Mon, Jan 28, 2013 - Page 8 News List

Editorial: By-election is no victory for the KMT

The Chinese Nationalist Party (KMT) should understand that its narrow victory in Greater Taichung’s legislative by-election on Saturday against the Democratic Progressive Party (DPP) is not a vote of confidence on President Ma Ying-jeou’s (馬英九) administration.

Greater Taichung has long been a pan-blue stronghold, with former Non-Partisan Solidarity Union legislator Yen Ching-piao (顏清標) dominating the political scene in his district for years and winning last year’s legislative election by nearly 40,000 votes.

However, in the by-election, Yen’s son, Yen Kuan-hen (顏寬恆), the KMT candidate, fought a neck-in-neck battle against DPP candidate Chen Shi-kai (陳世凱) and won by less than 1,200 votes, highlighting the rapid decline of support enjoyed by the KMT in a traditional stronghold during Ma’s administration.

Yen Ching-piao, whose own election was revoked after he was found guilty of corruption, acknowledged that the victory was hard earned and blamed his son’s narrow win on the “overall environment,” referring to the growing public grievance against the Ma administration.

Ever since the KMT nominated Yen Kuan-hen as its candidate, the Yen family played down its association with the party in campaigning to avoid Yen Kuan-hen’s chances being hurt by the government’s poor performance. Neither Ma nor the KMT were mentioned as Yen Kuan-hen thanked voters for their support in his victory speech.

The KMT also distanced itself from the election. Ma, who doubles as KMT chairman, was absent from all campaign activities while DPP Chairman Su Tseng-chang (蘇貞昌) led all party heavyweights to stump for Chen.

If Saturday’s result serves as a skirmish for the local government elections next year, the KMT should recognize the narrow victory as a defeat and learn a lesson from it.
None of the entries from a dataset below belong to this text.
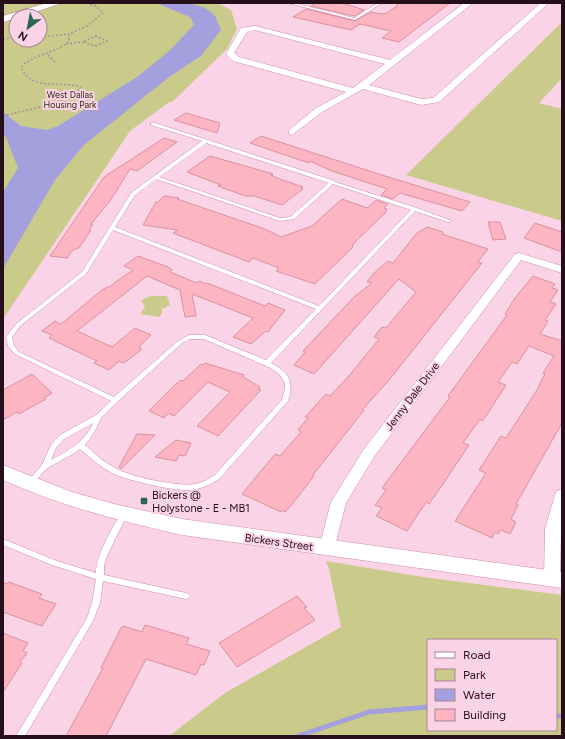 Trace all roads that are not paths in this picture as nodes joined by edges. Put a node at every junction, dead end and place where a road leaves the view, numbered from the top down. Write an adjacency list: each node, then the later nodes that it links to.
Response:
1 (57, 3): 6 (street)
2 (290, 3): 3 (lane)
3 (380, 3)
4 (469, 3): 7 (street)
5 (546, 3): 8 (street)
6 (3, 19)
7 (392, 63): 8 (street); 8 (street)
8 (358, 89): 10 (street)
9 (153, 124): 11 (lane)
10 (292, 132)
11 (205, 142): 12 (lane); 13 (lane)
12 (155, 177): 13 (lane); 16 (lane)
13 (333, 182): 14 (lane)
14 (415, 209): 15 (lane); 18 (lane)
15 (450, 221)
16 (113, 228): 18 (lane); 20 (lane)
17 (562, 270): 29 (street, Jenny Dale Drive)
18 (319, 308): 19 (lane)
19 (268, 363): 20 (lane); 22 (lane)
20 (115, 400): 21 (lane)
21 (98, 417): 22 (lane); 23 (lane)
22 (81, 446): 23 (lane)
23 (45, 466): 25 (lane)
24 (3, 472): 25 (street, Bickers Street)
25 (29, 485): 27 (street, Bickers Street)
26 (562, 495): 31 (street)
27 (123, 515): 29 (street, Bickers Street); 30 (lane)
28 (3, 542): 30 (lane)
29 (327, 548): 31 (street, Bickers Street)
30 (100, 578): 32 (lane); 33 (lane)
31 (557, 579)
32 (186, 596)
33 (20, 736)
The by-election is over, but the challenges the Ma administration and the KMT face are not. Pension reform is far from complete, the economy shows little sign of making a full recovery and major issues such as nuclear power plants need to be addressed.

As Ma and the Executive Yuan prepare to announce pension reform measures this week, they will need to explain clearly how they plan to lower the 18 percent preferential interest rates on portions of the pensions of retired public service and military employees and other measures and seek a consensus in society before implementing any reforms.

The KMT must seek to work more closely with the DPP in ending the political divides that have contributed to the long-term chaos in the legislature.

Ma, facing disgruntlement over his re-election bid for the KMT chairmanship, should also not forget about the pledge he made when he was elected the KMT chairman in 2005 to get rid of the party’s illicit assets and continue party reform, besides fulfilling his duty as the president.

If Ma cannot deliver on his promises and improve the government’s performance, he and the KMT will suffer a further loss of support, and even die-hard supporters could turn their backs on them.